Patients were monitored closely for at least 48 h after extubation. If patients experienced respiratory distress (see Table 1 for definition), rescue noninvasive ventilation (NIV) was considered; if their condition worsened and they met the reintubation criteria (see Table 1 for definition), they were reintubated.
The decision to start SBT, reinstitute IMV during or at the end of SBT, extubate/reintubate patients, or attempt rescue NIV was left to the attending physician, who was blinded to the study.
Data collection and definitions
At enrollment, patients’ baseline characteristics were recorded, including demographic data, acute physiology and chronic health evaluation II (APACHE II) score, IMV duration prior to weaning, underlying diseases, and causes of IMV. Prior to weaning, we recorded vital signs and arterial blood gas data. After extubation, the following was recorded: success or failure of weaning, length of stay (in ICU and hospital), mortality (in ICU and hospital), and 28-day survival.
Peripheral venous blood samples were drawn at the beginning of SBT to measure complete blood cell counts and CRP levels. NLR was determined by dividing the total number of neutrophils by the total number of lymphocytes.
The primary outcome was WF defined as the need for rescue NIV, reintubation <48 h post-extubation, or reinstitution of IMV during or at the very end of SBT (2). Secondary outcomes included length of stay (in ICU and hospital), mortality (in ICU and hospital), and 28-day survival.
Statistical analyses
To compare continuous variables, the Kolmogorov–Smirnov test was used to test the normality of the data, Levene’s test was applied to assess homogeneity of variance, Student’s t-test was used for normally distributed data (expressed as means ± standard deviations), and the Mann-Whitney U test was utilized for non-normally distributed data [expressed as medians (with 25th–75th percentiles)]. The Chi-square test (with/without continuity correction, as needed) was employed to compare qualitative or categorical variables (expressed as absolute values with percentages).
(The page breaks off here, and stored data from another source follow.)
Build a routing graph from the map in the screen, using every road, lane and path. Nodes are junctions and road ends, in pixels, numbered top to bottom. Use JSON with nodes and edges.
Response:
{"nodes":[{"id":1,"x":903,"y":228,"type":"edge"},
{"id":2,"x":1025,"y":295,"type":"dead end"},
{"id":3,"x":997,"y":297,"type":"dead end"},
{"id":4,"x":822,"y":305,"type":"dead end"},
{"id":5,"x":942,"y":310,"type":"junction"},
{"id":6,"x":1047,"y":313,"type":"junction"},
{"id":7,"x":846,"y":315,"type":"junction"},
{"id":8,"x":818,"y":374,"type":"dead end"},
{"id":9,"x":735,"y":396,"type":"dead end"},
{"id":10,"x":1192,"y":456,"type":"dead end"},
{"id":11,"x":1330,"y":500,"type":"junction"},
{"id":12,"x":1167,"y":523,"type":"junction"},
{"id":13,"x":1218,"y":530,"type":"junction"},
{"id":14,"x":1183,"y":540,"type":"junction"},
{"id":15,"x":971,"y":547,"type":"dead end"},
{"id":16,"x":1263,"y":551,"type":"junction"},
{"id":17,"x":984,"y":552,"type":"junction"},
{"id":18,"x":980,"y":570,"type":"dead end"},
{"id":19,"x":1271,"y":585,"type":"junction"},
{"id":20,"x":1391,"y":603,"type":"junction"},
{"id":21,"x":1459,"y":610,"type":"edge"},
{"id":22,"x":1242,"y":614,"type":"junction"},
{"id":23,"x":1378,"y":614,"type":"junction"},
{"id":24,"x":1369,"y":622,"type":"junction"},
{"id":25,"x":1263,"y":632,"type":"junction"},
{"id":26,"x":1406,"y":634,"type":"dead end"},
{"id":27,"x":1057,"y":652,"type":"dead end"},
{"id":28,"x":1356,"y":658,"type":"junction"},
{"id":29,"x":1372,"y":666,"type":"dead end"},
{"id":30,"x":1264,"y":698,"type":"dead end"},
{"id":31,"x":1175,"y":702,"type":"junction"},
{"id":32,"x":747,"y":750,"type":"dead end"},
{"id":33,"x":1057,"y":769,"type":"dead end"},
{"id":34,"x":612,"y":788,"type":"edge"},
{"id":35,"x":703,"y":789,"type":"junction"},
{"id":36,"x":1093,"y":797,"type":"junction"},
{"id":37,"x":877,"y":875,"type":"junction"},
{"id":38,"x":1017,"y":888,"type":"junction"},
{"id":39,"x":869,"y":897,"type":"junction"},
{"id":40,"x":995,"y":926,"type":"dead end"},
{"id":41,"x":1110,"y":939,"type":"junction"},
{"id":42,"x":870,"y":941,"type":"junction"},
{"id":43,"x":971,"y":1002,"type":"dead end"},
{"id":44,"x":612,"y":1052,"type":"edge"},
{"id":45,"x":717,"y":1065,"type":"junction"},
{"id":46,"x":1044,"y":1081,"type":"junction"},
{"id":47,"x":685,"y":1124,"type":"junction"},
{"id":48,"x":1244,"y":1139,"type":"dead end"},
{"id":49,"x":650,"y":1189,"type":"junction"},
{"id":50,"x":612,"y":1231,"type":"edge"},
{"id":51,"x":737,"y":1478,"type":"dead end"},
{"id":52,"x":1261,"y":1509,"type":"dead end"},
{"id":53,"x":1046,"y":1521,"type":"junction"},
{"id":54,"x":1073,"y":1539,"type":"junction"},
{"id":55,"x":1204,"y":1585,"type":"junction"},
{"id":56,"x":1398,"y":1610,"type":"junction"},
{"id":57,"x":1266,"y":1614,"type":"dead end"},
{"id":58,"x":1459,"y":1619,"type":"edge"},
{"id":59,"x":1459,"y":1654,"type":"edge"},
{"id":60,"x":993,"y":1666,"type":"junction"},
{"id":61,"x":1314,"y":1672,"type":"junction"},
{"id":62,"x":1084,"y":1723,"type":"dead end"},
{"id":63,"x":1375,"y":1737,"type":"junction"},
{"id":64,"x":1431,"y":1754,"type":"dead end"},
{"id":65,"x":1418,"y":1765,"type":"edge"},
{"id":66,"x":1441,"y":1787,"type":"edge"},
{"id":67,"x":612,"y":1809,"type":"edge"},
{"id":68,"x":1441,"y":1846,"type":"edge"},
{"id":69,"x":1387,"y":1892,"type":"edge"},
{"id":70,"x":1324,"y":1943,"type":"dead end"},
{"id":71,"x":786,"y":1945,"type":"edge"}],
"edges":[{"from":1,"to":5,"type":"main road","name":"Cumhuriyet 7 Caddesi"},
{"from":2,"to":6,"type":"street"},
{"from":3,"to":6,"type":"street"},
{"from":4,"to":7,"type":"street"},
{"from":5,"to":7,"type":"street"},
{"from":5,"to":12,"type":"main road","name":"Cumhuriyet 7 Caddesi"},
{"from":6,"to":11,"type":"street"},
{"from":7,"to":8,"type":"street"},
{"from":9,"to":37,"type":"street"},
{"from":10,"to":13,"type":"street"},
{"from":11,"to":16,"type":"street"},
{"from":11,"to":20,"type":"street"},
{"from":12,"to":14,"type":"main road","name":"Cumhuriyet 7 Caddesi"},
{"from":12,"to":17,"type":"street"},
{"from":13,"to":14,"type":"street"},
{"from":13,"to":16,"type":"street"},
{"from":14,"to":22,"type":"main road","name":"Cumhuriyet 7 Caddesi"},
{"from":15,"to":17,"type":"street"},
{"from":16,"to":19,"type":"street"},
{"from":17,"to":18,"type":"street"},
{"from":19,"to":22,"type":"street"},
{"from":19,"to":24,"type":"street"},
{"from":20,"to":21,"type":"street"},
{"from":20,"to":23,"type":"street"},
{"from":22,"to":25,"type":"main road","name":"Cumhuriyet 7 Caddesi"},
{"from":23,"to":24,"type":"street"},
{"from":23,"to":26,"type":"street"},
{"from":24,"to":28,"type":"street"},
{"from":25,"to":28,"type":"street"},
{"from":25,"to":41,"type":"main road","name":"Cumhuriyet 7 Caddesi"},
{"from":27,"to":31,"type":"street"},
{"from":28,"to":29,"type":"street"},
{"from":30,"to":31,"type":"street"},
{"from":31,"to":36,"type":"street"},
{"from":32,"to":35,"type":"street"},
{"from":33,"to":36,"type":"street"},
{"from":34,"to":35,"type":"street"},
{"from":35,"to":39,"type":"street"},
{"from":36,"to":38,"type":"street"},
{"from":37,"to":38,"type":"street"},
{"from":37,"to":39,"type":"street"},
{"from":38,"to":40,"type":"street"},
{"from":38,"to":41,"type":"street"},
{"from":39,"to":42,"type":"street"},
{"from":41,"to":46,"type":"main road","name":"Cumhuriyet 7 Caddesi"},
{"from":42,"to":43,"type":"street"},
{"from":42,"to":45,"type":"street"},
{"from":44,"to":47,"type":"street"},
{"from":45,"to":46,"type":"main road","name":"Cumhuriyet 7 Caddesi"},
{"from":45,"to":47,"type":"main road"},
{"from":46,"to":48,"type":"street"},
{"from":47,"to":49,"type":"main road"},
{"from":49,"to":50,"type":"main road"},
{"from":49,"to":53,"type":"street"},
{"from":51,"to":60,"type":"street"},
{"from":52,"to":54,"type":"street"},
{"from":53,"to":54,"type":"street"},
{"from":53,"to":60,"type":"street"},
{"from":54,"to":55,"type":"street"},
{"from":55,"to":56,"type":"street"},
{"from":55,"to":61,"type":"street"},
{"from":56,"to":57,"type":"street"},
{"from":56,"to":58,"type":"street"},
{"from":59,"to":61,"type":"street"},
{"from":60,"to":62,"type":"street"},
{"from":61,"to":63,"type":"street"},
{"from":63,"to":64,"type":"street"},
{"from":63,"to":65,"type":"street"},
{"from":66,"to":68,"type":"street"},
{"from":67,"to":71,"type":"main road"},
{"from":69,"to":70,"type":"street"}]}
Correlations between NLR and leukocytes/CRP were investigated using Spearman’s correlations, and the results are displayed as correlation coefficients and P values. The utility of each marker (NLR, leukocyte levels, and CRP) for predicting WF was analyzed based on receiver-operating characteristic (ROC) curves. For each ROC curve, we calculated the optimal cutoff values, Youden’s index, sensitivity, specificity, diagnostic accuracy, the area under the curve (AUC, with 95% CIs), positive/negative predictive value, and the likelihood ratio of positive/negative tests.
Next, to investigate the potential associations between each of these markers and WF, we first conducted univariate analyses, which resulted in an odds ratio (95% CI) for each variable. Then, to determine if any of these markers were independently associated with WF, we conducted multivariate analyses applying a conditional forward stepwise model (with an entry level of 0.05 and a removal level of 0.10), which resulted in adjusted odds ratios (95% CIs). These analyses were performed with all possible confounders (e.g., age, gender, chronic respiratory disorders, postoperative respiratory failure, neurological disease, APACHE II score at baseline, and RR, SpO2, HR, SBP, pH, PaCO2, and PaO2/FiO2 prior to weaning) as covariates. Kaplan-Meier 28-day survival curves were constructed according to weaning outcome, NLR, leukocyte counts, and CRP levels; log-rank tests were used to compare the curves.
All analyses were two-tailed, and differences were considered to be statistically significant at P<0.05. The SPSS software package (version 19.0, SPSS, Chicago, IL, USA) was used for all statistical analyses.
Results
Patient characteristics and weaning outcome
A total of 269 patients were included in the study (see Figure 1 for a flow chart of patient selection). Of these, 94 (34.9%) failed the weaning process (66 failed the SBT and 28 presented with post-extubation respiratory distress). Reasons for post-extubation respiratory distress included hypoxemia (n=12), respiratory acidosis (n=10), excess respiratory secretions (n=3), aspiration (n=2), and pulmonary edema (n=1). In 18 of these patients, reintubation was prevented via rescue NIV; the rest were ultimately reintubated.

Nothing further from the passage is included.